The Apostle Paul, writing to the church at Corinth, carefully instructs them on the topic of almsgiving. In II Corinthians chapter 8 he begins with a testimonial of the church in Macedonia. This church (ekklesia) was modeling the grace of compassionate, beneficent giving to those in dire need—the Judean church. Paul exhorts the Corinthian ekklesia to follow the pattern of their generosity and their diligent follow-through in providing much needed financial aid for the struggling Body of Christ in a different geographic location.
Of note is that the Macedonians are giving alms not because they are at ease and have an excess of wealth themselves, but rather “in a great trial of affliction the abundance of their joy and their deep poverty abounded in the riches of their liberality.” (II Corinthians 8:2). Verses three and four follow on with greater emphasis that “…according to their ability, yes, and beyond their ability, they were freely willing, imploring us with much urgency that we would receive the gift and the fellowship of ministering to the saints.”
What motivated these Macedonian believers to be so generous?

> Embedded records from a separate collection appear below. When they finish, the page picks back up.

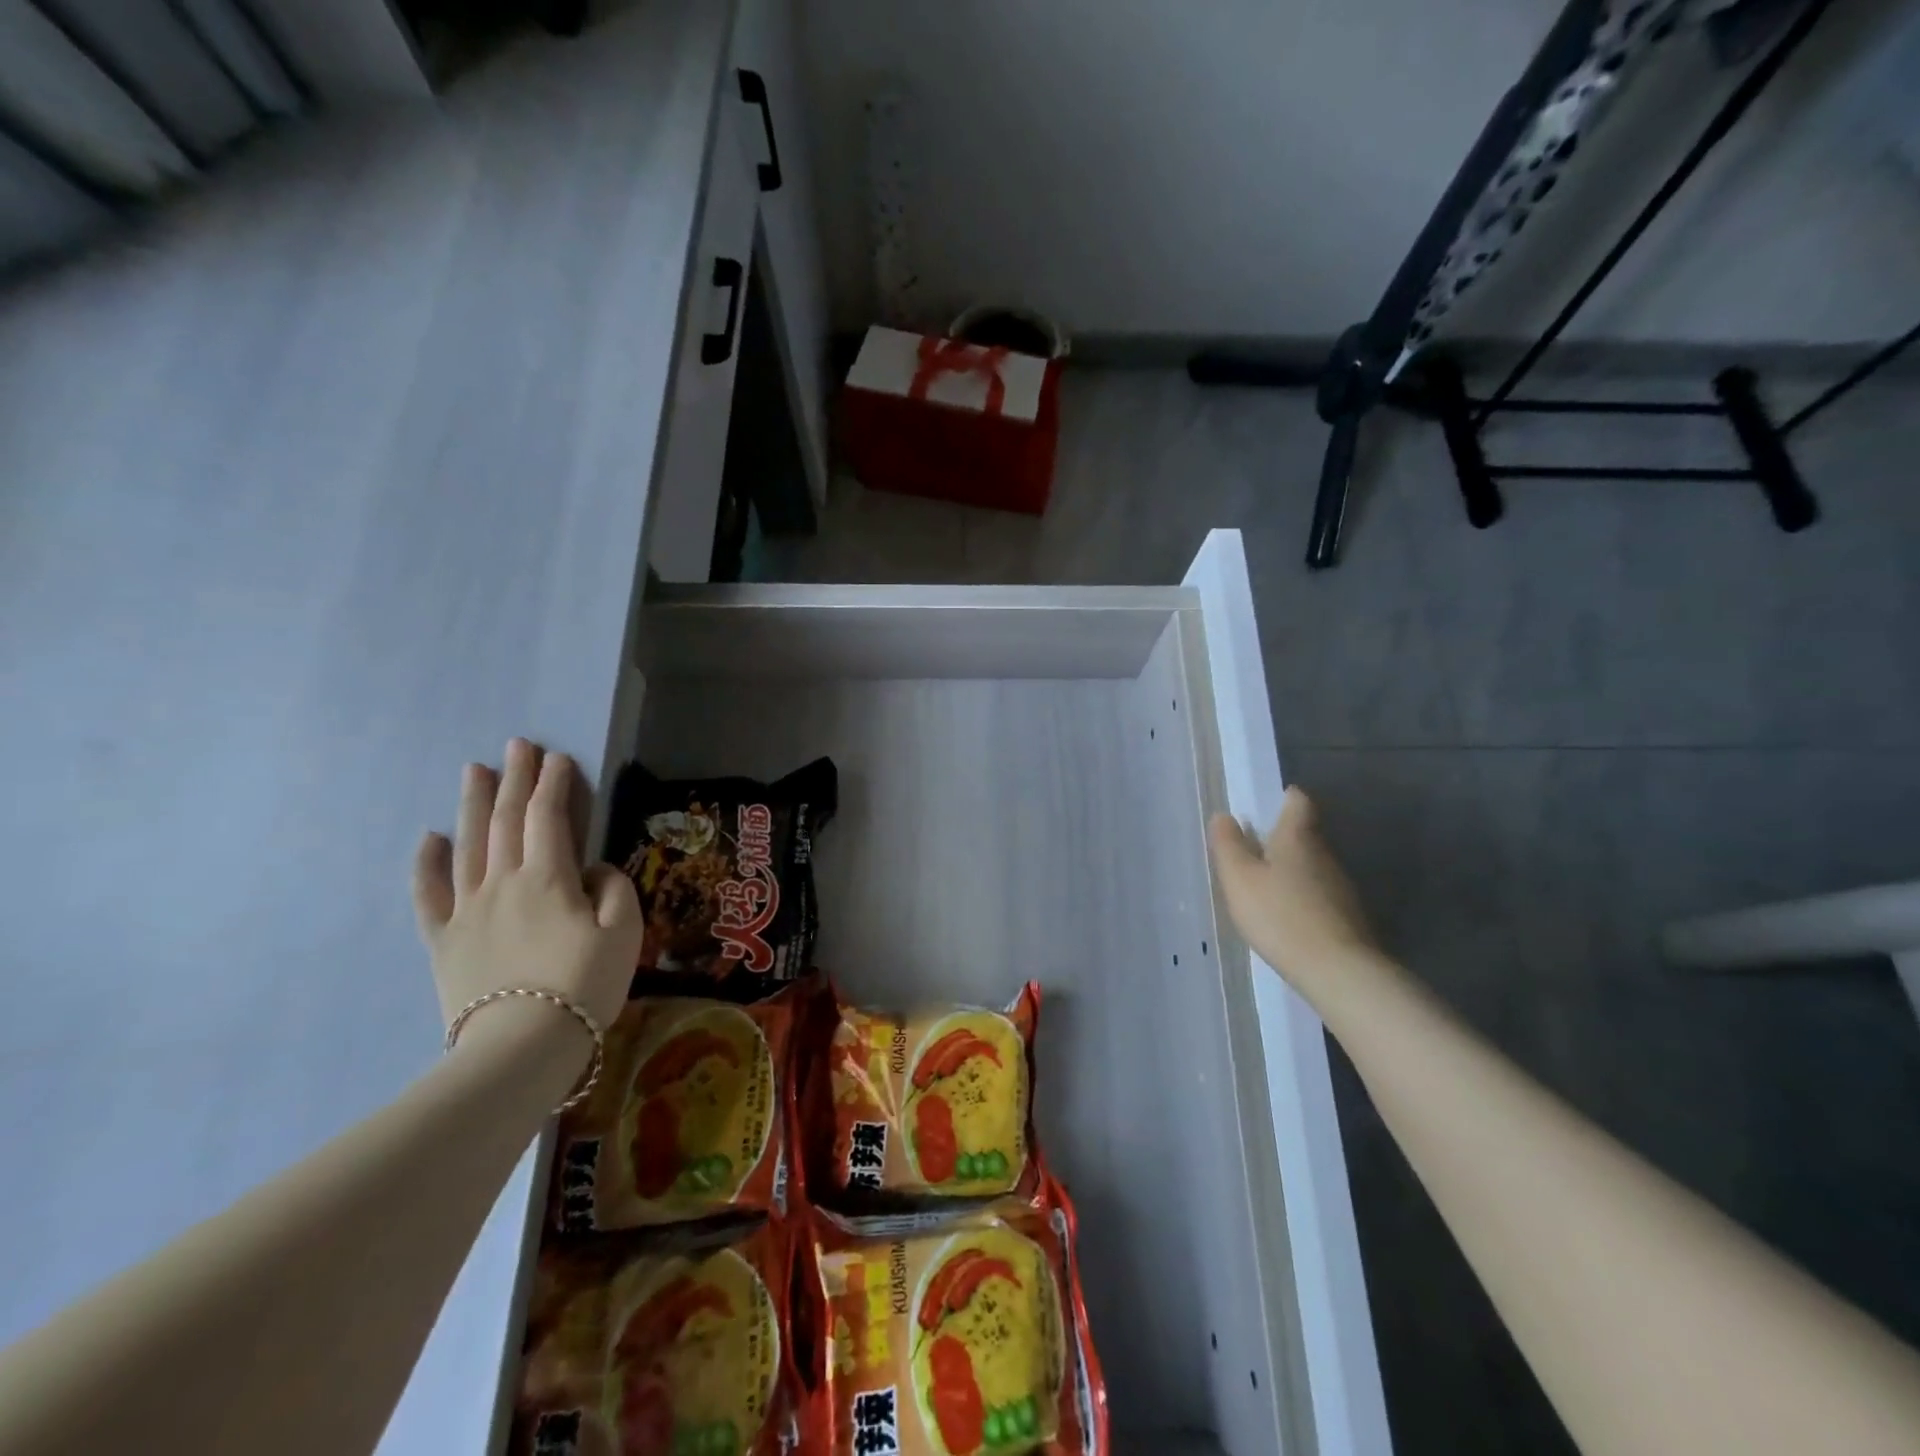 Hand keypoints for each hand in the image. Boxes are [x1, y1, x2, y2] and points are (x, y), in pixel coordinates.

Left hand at [411, 739, 642, 1040]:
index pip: (550, 818)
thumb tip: (592, 870)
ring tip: (475, 770)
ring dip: (473, 804)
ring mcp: (467, 910)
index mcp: (549, 878)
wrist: (521, 1048)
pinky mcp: (444, 941)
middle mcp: (503, 883)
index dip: (555, 784)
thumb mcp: (624, 932)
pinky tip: (428, 838)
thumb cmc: (584, 986)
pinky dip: (426, 864)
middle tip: (517, 745)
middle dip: (514, 779)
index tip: (559, 757)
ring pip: (467, 845)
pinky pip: (429, 895)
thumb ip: (613, 889)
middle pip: (506, 821)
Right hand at [1208, 786, 1378, 994]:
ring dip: (1292, 869)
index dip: (1285, 797)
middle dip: (1282, 837)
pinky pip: (1319, 893)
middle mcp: (1324, 854)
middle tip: (1253, 848)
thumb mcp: (1240, 878)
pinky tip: (1286, 915)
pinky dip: (1302, 896)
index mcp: (1298, 837)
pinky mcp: (1347, 916)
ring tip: (1265, 885)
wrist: (1338, 971)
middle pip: (1305, 833)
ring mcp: (1341, 886)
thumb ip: (1228, 845)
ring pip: (1313, 865)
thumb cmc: (1280, 915)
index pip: (1298, 801)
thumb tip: (1224, 815)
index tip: (1270, 803)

What empowering grace was upon them? Is this grace still in operation today? Is it for select believers who have the gift of giving as mentioned in Romans chapter twelve, or is it to be employed by every disciple of Christ? These questions are answered within this same chapter and throughout the Scriptures.

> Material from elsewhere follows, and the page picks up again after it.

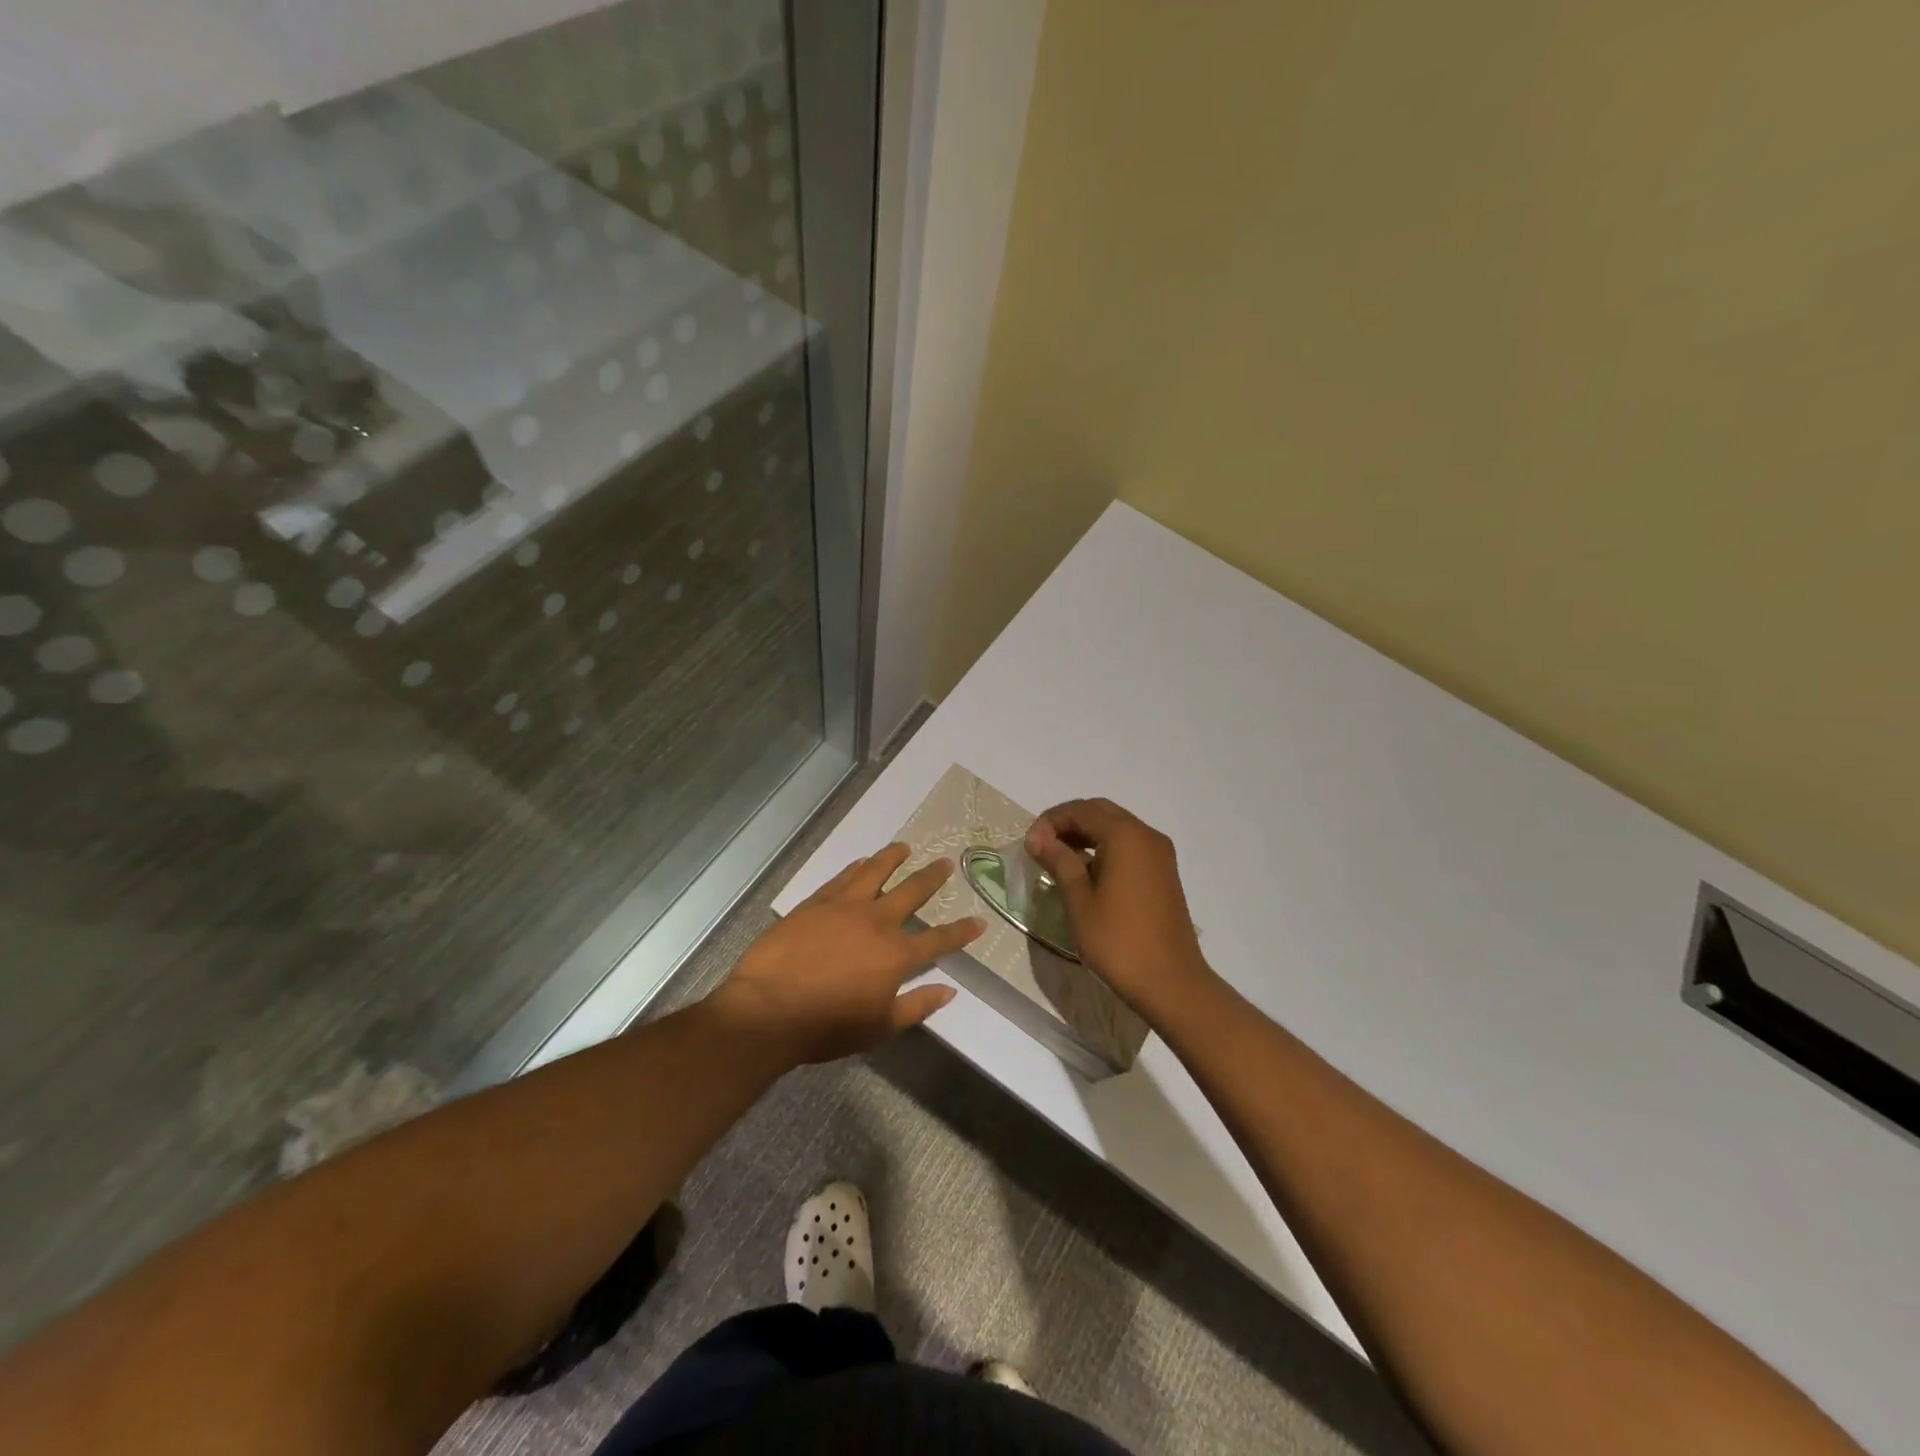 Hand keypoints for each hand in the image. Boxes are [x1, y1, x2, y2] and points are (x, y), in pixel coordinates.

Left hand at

Under inspiration of the Holy Spirit, the Apostle Paul reveals four key components of how this grace, this manner and act of living, was bestowed upon and completed in the Macedonian believers and can be received and cultivated in us today:
- They received a divine grace that was greater than their natural ability. (verse 1)
- They first gave themselves fully to God. (verse 5)
- They submitted to the Holy Spirit working through the apostles teaching and instruction, especially that of Titus, allowing this grace to be developed in them. (verse 5)
- They chose to imitate this divine grace first displayed through Jesus Christ, our pattern. “…For you know the grace of our Lord Jesus Christ, that though He was rich, yet for your sakes He became poor, that you through His poverty might become rich.” (verse 9)
Though it seems unwise, and even contradictory, to the natural way of reasoning – giving even out of our own poverty or lack – there is a divine grace that can be developed in us through the working of the Holy Spirit. As we present ourselves fully to God (not holding any part back), gain understanding of the Scriptures, and choose to imitate Christ, we too may have this testimony of liberality to the glory of God.